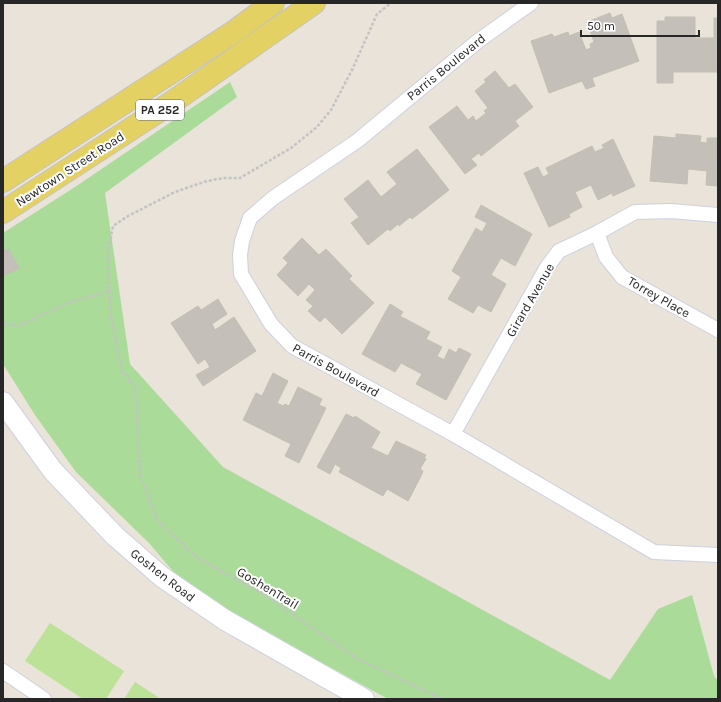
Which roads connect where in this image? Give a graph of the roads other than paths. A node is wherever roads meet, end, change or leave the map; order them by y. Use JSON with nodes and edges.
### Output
{"nodes":[{"id":1,"x":273,"y":3,"type":"edge"},
{"id":2,"x":314,"y":3,"type":"edge"},
{"id":3,"x":531,"y":3,"type":"edge"},
{"id":4,"x":3,"y":181,"type":"edge"},
{"id":5,"x":3,"y":212,"type":"edge"},
{"id":6,"x":718,"y":215,"type":"edge"},
{"id":7,"x":597,"y":233,"type":"junction"},
{"id":8,"x":718,"y":330,"type":"edge"},
{"id":9,"x":3,"y":402,"type":"edge"},
{"id":10,"x":453,"y":434,"type":"junction"},
{"id":11,"x":718,"y":554,"type":"edge"},
{"id":12,"x":3,"y":671,"type":"edge"},
{"id":13,"x":44,"y":699,"type":"edge"},
{"id":14,"x":364,"y":699,"type":"edge"}],
"edges":[{"from":1,"to":4,"type":"main road","name":"Newtown Street Road","number":"PA 252"},
{"from":2,"to":5,"type":"main road","name":"Newtown Street Road","number":"PA 252"},
{"from":3,"to":10,"type":"street","name":"Parris Boulevard"},
{"from":6,"to":7,"type":"street","name":"Girard Avenue"},
{"from":7,"to":8,"type":"street","name":"Torrey Place"},
{"from":7,"to":10,"type":"street","name":"Girard Avenue"},
{"from":9,"to":14,"type":"main road","name":"Goshen Road"},
{"from":10,"to":11,"type":"street","name":"Parris Boulevard"},
{"from":12,"to":13,"type":"street"}]}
——
● EXERCISE GOAL
Check each line of the entries, and copy the ones that contain "name".

● COMPLETED EXERCISE
"edges":[{"from":1,"to":4,"type":"main road","name":"Newtown Street Road","number":"PA 252"},
{"from":2,"to":5,"type":"main road","name":"Newtown Street Road","number":"PA 252"},
{"from":3,"to":10,"type":"street","name":"Parris Boulevard"},
{"from":6,"to":7,"type":"street","name":"Girard Avenue"},
{"from":7,"to":8,"type":"street","name":"Torrey Place"},
{"from":7,"to":10,"type":"street","name":"Girard Avenue"},
{"from":9,"to":14,"type":"main road","name":"Goshen Road"},
{"from":10,"to":11,"type":"street","name":"Parris Boulevard"},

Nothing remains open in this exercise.